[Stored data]
----

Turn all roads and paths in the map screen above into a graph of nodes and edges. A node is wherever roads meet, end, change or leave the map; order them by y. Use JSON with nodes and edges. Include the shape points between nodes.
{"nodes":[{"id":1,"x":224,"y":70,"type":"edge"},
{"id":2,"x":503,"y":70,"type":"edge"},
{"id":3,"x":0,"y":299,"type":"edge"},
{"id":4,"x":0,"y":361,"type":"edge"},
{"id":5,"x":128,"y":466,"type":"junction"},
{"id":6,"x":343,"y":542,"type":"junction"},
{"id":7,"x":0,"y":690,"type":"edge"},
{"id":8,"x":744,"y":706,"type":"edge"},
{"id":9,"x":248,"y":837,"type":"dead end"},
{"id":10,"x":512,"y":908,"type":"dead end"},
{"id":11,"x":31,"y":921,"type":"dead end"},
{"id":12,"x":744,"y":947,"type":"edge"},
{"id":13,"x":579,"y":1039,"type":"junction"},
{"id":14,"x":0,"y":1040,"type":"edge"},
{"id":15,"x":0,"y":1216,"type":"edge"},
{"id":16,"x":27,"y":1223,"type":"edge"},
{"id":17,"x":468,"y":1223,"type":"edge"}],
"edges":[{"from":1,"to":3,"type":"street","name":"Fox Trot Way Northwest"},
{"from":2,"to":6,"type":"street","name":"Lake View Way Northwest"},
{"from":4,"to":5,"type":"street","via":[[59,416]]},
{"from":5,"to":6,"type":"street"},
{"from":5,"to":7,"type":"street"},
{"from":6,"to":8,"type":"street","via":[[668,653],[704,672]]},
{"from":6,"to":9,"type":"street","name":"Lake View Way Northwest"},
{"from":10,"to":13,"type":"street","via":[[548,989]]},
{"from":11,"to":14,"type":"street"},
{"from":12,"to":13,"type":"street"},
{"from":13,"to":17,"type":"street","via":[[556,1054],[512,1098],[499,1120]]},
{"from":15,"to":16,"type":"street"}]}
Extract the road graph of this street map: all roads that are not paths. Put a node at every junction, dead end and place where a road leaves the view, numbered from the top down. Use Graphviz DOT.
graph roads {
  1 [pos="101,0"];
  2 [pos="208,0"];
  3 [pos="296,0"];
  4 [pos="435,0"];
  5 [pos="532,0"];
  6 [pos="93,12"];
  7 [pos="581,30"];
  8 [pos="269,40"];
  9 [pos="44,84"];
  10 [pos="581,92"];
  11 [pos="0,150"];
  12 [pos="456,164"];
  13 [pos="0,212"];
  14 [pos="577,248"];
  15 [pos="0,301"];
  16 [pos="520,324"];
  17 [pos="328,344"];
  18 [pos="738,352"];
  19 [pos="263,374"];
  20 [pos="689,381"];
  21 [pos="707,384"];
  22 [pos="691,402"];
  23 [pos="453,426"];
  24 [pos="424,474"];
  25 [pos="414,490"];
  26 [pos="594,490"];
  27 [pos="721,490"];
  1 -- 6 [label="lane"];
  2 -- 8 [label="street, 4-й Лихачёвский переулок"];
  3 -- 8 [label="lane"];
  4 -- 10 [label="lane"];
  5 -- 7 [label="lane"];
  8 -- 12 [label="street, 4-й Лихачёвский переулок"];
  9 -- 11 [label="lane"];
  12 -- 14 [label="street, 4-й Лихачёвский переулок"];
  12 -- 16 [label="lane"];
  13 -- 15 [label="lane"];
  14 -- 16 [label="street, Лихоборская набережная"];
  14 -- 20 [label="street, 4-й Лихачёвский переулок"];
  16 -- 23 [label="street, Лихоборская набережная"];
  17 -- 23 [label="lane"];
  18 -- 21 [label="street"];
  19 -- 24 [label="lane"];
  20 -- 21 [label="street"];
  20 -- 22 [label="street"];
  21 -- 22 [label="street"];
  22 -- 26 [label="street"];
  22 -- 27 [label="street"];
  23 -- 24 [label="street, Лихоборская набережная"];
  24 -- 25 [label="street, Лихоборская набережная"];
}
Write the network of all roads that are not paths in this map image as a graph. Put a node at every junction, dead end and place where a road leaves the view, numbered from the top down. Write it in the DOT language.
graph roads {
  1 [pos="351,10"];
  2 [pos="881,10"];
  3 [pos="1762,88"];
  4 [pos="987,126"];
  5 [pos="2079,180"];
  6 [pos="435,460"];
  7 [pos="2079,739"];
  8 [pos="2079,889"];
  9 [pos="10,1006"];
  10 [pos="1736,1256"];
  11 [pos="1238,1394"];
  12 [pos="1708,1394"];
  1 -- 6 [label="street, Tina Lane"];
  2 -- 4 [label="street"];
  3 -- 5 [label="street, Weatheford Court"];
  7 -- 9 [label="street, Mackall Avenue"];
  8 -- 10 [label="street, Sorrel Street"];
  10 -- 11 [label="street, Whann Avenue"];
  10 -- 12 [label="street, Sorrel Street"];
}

----

Work to be completed
Output each line of the data exactly as it stands above.

Completed task
Turn all roads and paths in the map screen above into a graph of nodes and edges. A node is wherever roads meet, end, change or leave the map; order them by y. Use JSON with nodes and edges. Include the shape points between nodes.
{"nodes":[{"id":1,"x":224,"y":70,"type":"edge"},
{"id":2,"x":503,"y":70,"type":"edge"},
{"id":3,"x":0,"y":299,"type":"edge"},
{"id":4,"x":0,"y":361,"type":"edge"},
{"id":5,"x":128,"y":466,"type":"junction"},
{"id":6,"x":343,"y":542,"type":"junction"},
{"id":7,"x":0,"y":690,"type":"edge"},
{"id":8,"x":744,"y":706,"type":"edge"},
{"id":9,"x":248,"y":837,"type":"dead end"},
{"id":10,"x":512,"y":908,"type":"dead end"},
{"id":11,"x":31,"y":921,"type":"dead end"},
{"id":12,"x":744,"y":947,"type":"edge"},
{"id":13,"x":579,"y":1039,"type":"junction"},
{"id":14,"x":0,"y":1040,"type":"edge"},
{"id":15,"x":0,"y":1216,"type":"edge"},
{"id":16,"x":27,"y":1223,"type":"edge"},
{"id":17,"x":468,"y":1223,"type":"edge"}],
"edges":[{"from":1,"to":3,"type":"street","name":"Fox Trot Way Northwest"},
{"from":2,"to":6,"type":"street","name":"Lake View Way Northwest"},
{"from":4,"to":5,"type":"street","via":[[59,416]]},
{"from":5,"to":6,"type":"street"},
{"from":5,"to":7,"type":"street"},
{"from":6,"to":8,"type":"street","via":[[668,653],[704,672]]},
{"from":6,"to":9,"type":"street","name":"Lake View Way Northwest"},
{"from":10,"to":13,"type":"street","via":[[548,989]]},
{"from":11,"to":14,"type":"street"},
{"from":12,"to":13,"type":"street"},
{"from":13,"to":17,"type":"street","via":[[556,1054],[512,1098],[499,1120]]},
{"from":15,"to":16,"type":"street"}]}
Extract the road graph of this street map: all roads that are not paths. Put a node at every junction, dead end and place where a road leaves the view, numbered from the top down. Use Graphviz DOT.
graph roads {
  1 [pos="101,0"];
  2 [pos="208,0"];
  3 [pos="296,0"];
  4 [pos="435,0"];
  5 [pos="532,0"];
  6 [pos="93,12"];
  7 [pos="581,30"];
  8 [pos="269,40"];
  9 [pos="44,84"];
  10 [pos="581,92"];
  11 [pos="0,150"];
  12 [pos="456,164"];
  13 [pos="0,212"];
  14 [pos="577,248"];
  15 [pos="0,301"];
  16 [pos="520,324"];
  17 [pos="328,344"];
  18 [pos="738,352"];
  19 [pos="263,374"];
  20 [pos="689,381"];
  21 [pos="707,384"];
  22 [pos="691,402"];
  23 [pos="453,426"];
  24 [pos="424,474"];
  25 [pos="414,490"];
  26 [pos="594,490"];
  27 [pos="721,490"];
  1 -- 6 [label="lane"];
  2 -- 8 [label="street, 4-й Лихачёвский переулок"];
  3 -- 8 [label="lane"];
  4 -- 10 [label="lane"];
  5 -- 7 [label="lane"];
  8 -- 12 [label="street, 4-й Лихачёвский переулок"];
  9 -- 11 [label="lane"];
  12 -- 14 [label="street, 4-й Лихачёвский переулок"];
  12 -- 16 [label="lane"];
  13 -- 15 [label="lane"];
  14 -- 16 [label="street, Лихоборская набережная"];
  14 -- 20 [label="street, 4-й Лихачёвский переулок"];
  16 -- 23 [label="street, Лихоборская набережная"];
  17 -- 23 [label="lane"];
  18 -- 21 [label="street"];
  19 -- 24 [label="lane"];
  20 -- 21 [label="street"];
  20 -- 22 [label="street"];
  21 -- 22 [label="street"];
  22 -- 26 [label="street"];
  22 -- 27 [label="street"];
  23 -- 24 [label="street, Лихоборская набережная"];
  24 -- 25 [label="street, Лихоборская набережная"];
}
Write the network of all roads that are not paths in this map image as a graph. Put a node at every junction, dead end and place where a road leaves the view, numbered from the top down. Write it in the DOT language.
graph roads {
  1 [pos="351,10"];
  2 [pos="881,10"];
  3 [pos="1762,88"];
  4 [pos="987,126"];
  5 [pos="2079,180"];
  6 [pos="435,460"];
  7 [pos="2079,739"];
  8 [pos="2079,889"];
  9 [pos="10,1006"];
  10 [pos="1736,1256"];
  11 [pos="1238,1394"];
  12 [pos="1708,1394"];
  1 -- 6 [label="street, Tina Lane"];
  2 -- 4 [label="street"];
  3 -- 5 [label="street, Weatheford Court"];
  7 -- 9 [label="street, Mackall Avenue"];
  8 -- 10 [label="street, Sorrel Street"];
  10 -- 11 [label="street, Whann Avenue"];
  10 -- 12 [label="street, Sorrel Street"];
}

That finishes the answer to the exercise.